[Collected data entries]
..........
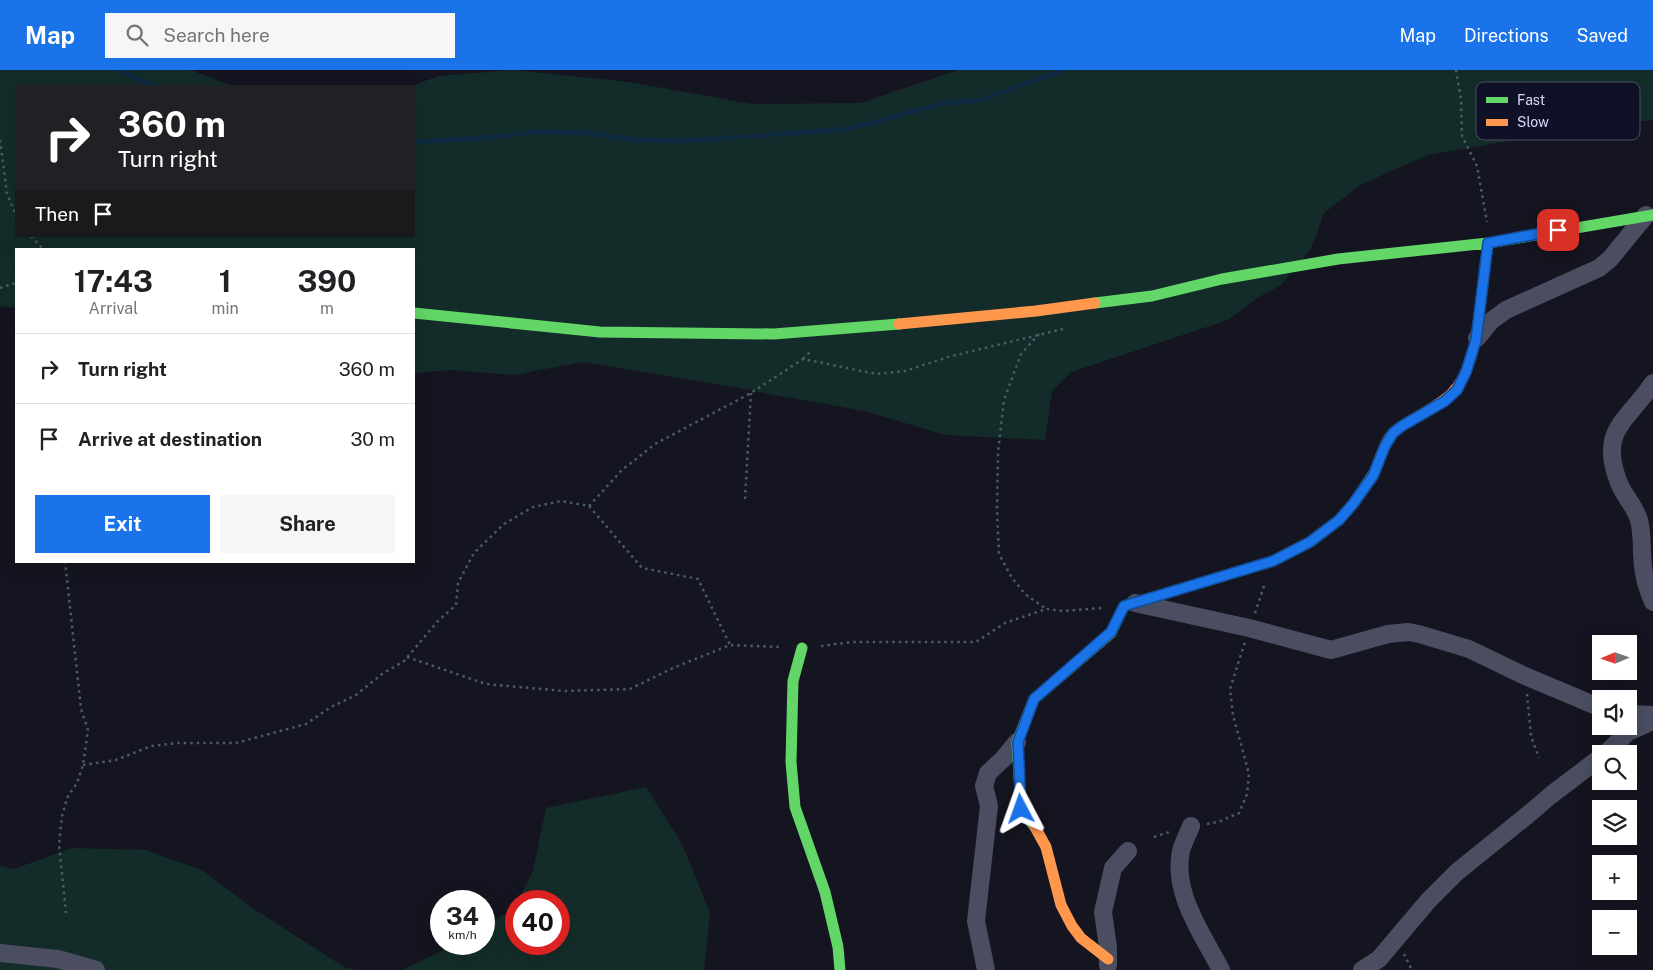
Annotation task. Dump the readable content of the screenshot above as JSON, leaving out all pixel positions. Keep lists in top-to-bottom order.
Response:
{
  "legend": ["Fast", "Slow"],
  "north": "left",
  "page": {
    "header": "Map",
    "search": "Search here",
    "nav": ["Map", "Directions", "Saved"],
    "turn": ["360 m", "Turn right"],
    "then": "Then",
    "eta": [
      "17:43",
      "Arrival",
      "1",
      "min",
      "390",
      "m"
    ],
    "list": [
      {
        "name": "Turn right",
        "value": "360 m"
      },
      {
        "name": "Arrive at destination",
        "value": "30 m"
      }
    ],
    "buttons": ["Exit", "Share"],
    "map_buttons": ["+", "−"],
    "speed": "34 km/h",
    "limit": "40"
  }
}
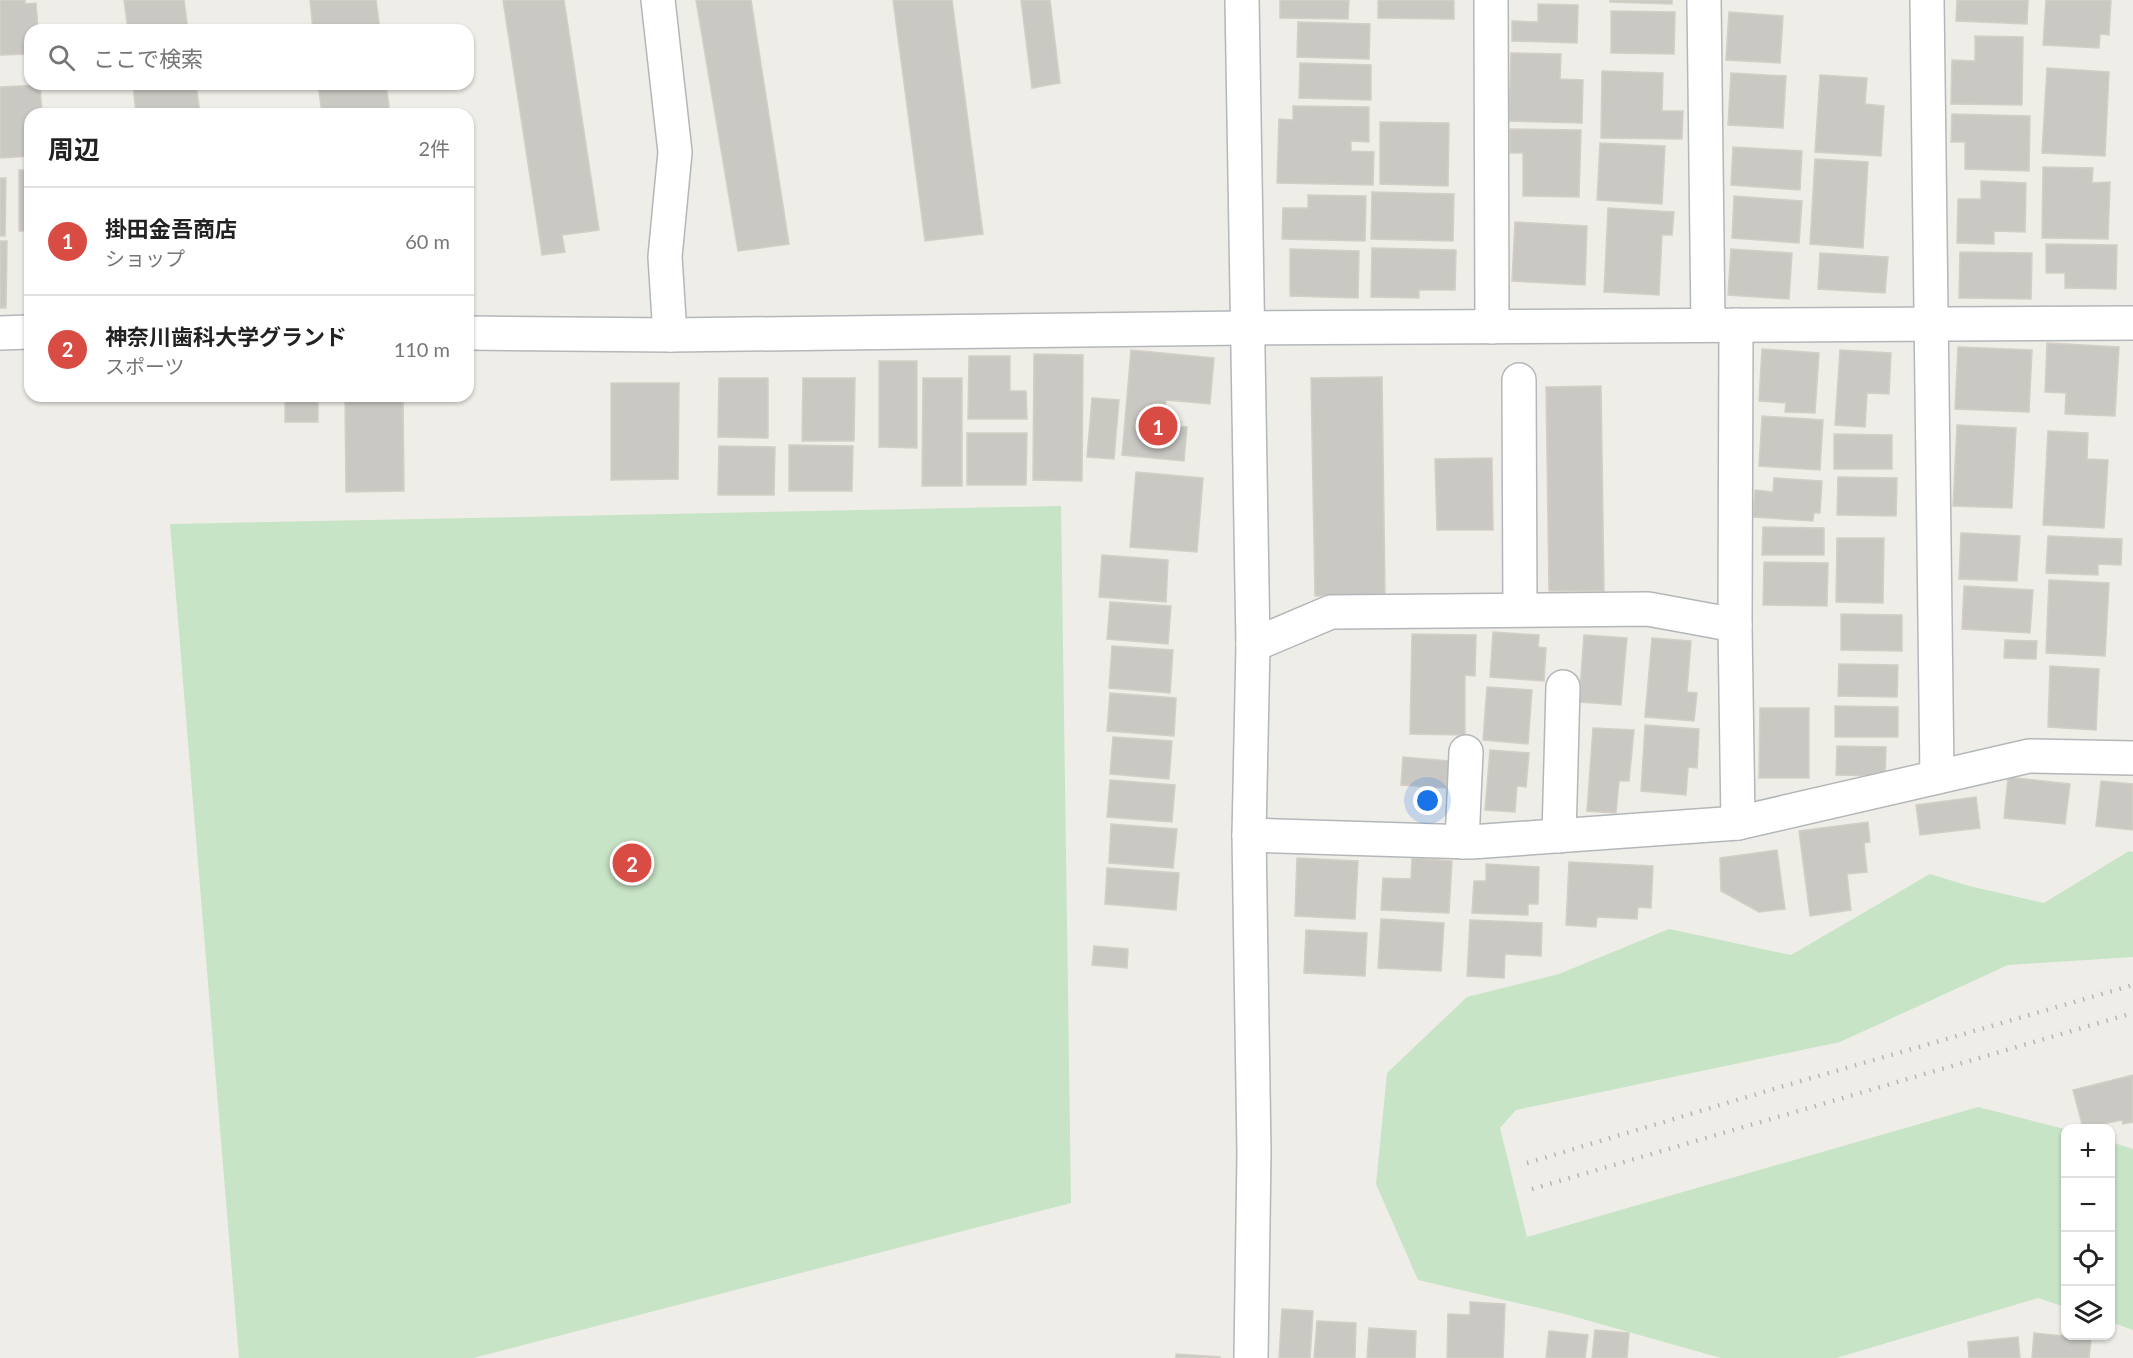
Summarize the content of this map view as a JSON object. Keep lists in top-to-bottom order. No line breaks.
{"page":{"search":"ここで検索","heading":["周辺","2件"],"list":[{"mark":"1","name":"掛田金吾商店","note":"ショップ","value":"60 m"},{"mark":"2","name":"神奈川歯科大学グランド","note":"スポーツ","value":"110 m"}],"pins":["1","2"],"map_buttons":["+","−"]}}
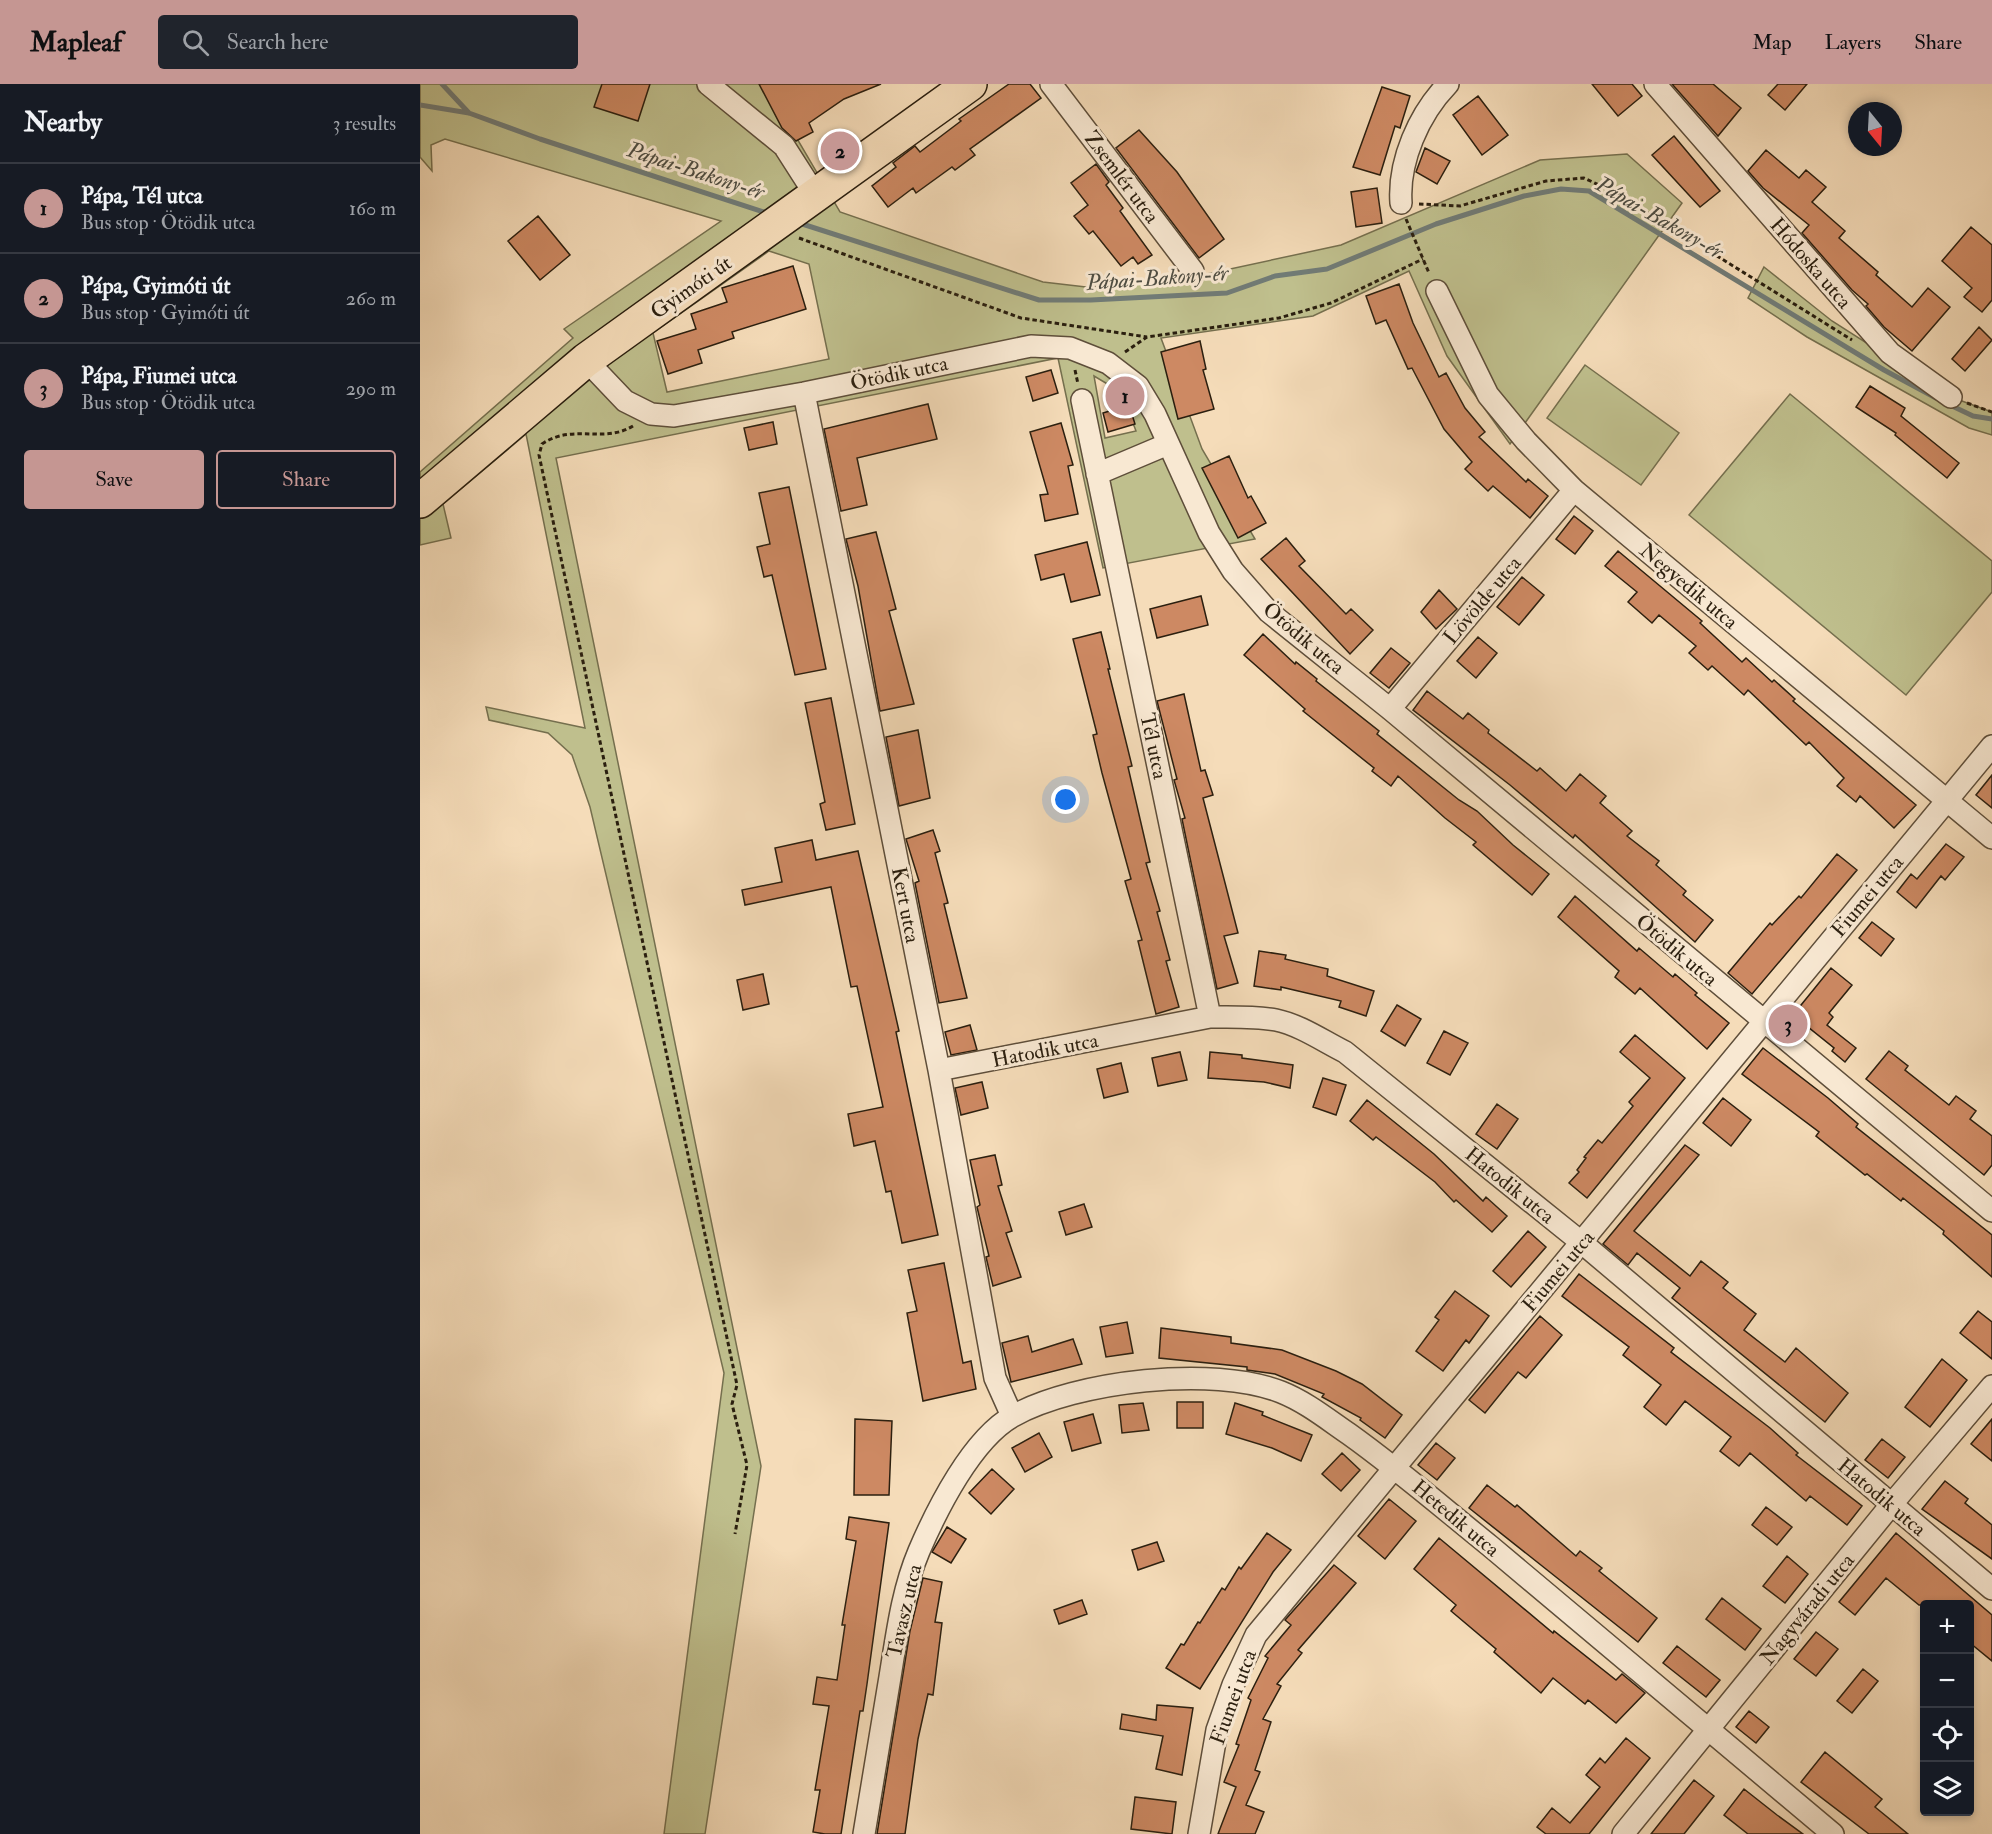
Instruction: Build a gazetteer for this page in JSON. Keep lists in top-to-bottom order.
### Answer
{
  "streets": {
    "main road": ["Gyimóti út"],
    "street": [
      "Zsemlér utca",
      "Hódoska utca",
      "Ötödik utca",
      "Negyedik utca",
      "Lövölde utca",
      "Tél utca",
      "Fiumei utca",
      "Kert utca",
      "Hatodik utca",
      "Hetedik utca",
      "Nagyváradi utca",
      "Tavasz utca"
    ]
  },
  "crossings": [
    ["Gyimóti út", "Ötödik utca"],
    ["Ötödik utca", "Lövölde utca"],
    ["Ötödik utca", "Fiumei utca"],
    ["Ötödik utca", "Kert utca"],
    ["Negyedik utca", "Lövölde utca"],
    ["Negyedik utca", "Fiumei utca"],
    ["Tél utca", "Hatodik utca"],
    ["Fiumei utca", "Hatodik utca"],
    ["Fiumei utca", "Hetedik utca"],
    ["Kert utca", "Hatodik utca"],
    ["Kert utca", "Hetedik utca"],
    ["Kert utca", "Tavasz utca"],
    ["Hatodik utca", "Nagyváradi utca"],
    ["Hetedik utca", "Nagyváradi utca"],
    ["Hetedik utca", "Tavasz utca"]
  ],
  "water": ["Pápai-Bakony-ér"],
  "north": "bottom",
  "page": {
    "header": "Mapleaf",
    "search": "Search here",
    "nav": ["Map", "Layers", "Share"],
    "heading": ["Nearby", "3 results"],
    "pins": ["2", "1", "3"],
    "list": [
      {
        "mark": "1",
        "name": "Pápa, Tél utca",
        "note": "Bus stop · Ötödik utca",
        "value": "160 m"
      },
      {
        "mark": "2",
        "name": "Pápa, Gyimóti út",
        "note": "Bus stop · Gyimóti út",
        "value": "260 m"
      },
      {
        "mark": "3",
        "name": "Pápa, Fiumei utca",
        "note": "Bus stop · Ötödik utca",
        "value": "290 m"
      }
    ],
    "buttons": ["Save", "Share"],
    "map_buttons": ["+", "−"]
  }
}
..........
**Description of the task:**
Every line above should be repeated exactly; pictures stay out of the copy.

**Solution to this problem:**
Annotation task. Dump the readable content of the screenshot above as JSON, leaving out all pixel positions. Keep lists in top-to-bottom order.
Response:
{
  "legend": ["Fast", "Slow"],
  "north": "left",
  "page": {
    "header": "Map",
    "search": "Search here",
    "nav": ["Map", "Directions", "Saved"],
    "turn": ["360 m", "Turn right"],
    "then": "Then",
    "eta": [
      "17:43",
      "Arrival",
      "1",
      "min",
      "390",
      "m"
    ],
    "list": [
      {
        "name": "Turn right",
        "value": "360 m"
      },
      {
        "name": "Arrive at destination",
        "value": "30 m"
      }
    ],
    "buttons": ["Exit", "Share"],
    "map_buttons": ["+", "−"],
    "speed": "34 km/h",
    "limit": "40"
  }
}
Summarize the content of this map view as a JSON object. Keep lists in top-to-bottom order. No line breaks.
{"page":{"search":"ここで検索","heading":["周辺","2件"],"list":[{"mark":"1","name":"掛田金吾商店","note":"ショップ","value":"60 m"},{"mark":"2","name":"神奈川歯科大学グランド","note":"スポーツ","value":"110 m"}],"pins":["1","2"],"map_buttons":["+","−"]}}
Instruction: Build a gazetteer for this page in JSON. Keep lists in top-to-bottom order.
### Answer
{
  "streets": {
    "main road": ["Gyimóti út"],
    "street": [
      "Zsemlér utca",
      "Hódoska utca",
      "Ötödik utca",
      "Negyedik utca",
      "Lövölde utca",
      "Tél utca",
      "Fiumei utca",
      "Kert utca",
      "Hatodik utca",
      "Hetedik utca",
      "Nagyváradi utca",
      "Tavasz utca"
    ]
  },
  "crossings": [
    ["Gyimóti út", "Ötödik utca"],
    ["Ötödik utca", "Lövölde utca"],
    ["Ötödik utca", "Fiumei utca"],
    ["Ötödik utca", "Kert utca"],
    ["Negyedik utca", "Lövölde utca"],
    ["Negyedik utca", "Fiumei utca"],
    ["Tél utca", "Hatodik utca"],
    ["Fiumei utca", "Hatodik utca"],
    ["Fiumei utca", "Hetedik utca"],
    ["Kert utca", "Hatodik utca"],
    ["Kert utca", "Hetedik utca"],
    ["Kert utca", "Tavasz utca"],
    ["Hatodik utca", "Nagyváradi utca"],
    ["Hetedik utca", "Nagyváradi utca"],
    ["Hetedik utca", "Tavasz utca"]
  ],
  "water": ["Pápai-Bakony-ér"],
  "north": "bottom",
  "page": {
    "header": "Mapleaf",
    "search": "Search here",
    "nav": ["Map", "Layers", "Share"],
    "heading": ["Nearby", "3 results"],
    "pins": ["2", "1", "3"],
    "list": [
      {
        "mark": "1",
        "name": "Pápa, Tél utca",
        "note": "Bus stop · Ötödik utca",
        "value": "160 m"
      },
      {
        "mark": "2",
        "name": "Pápa, Gyimóti út",
        "note": "Bus stop · Gyimóti út",
        "value": "260 m"
      },
      {
        "mark": "3",
        "name": "Pápa, Fiumei utca",
        "note": "Bus stop · Ötödik utca",
        "value": "290 m"
      }
    ],
    "buttons": ["Save", "Share"],
    "map_buttons": ["+", "−"]
  }
}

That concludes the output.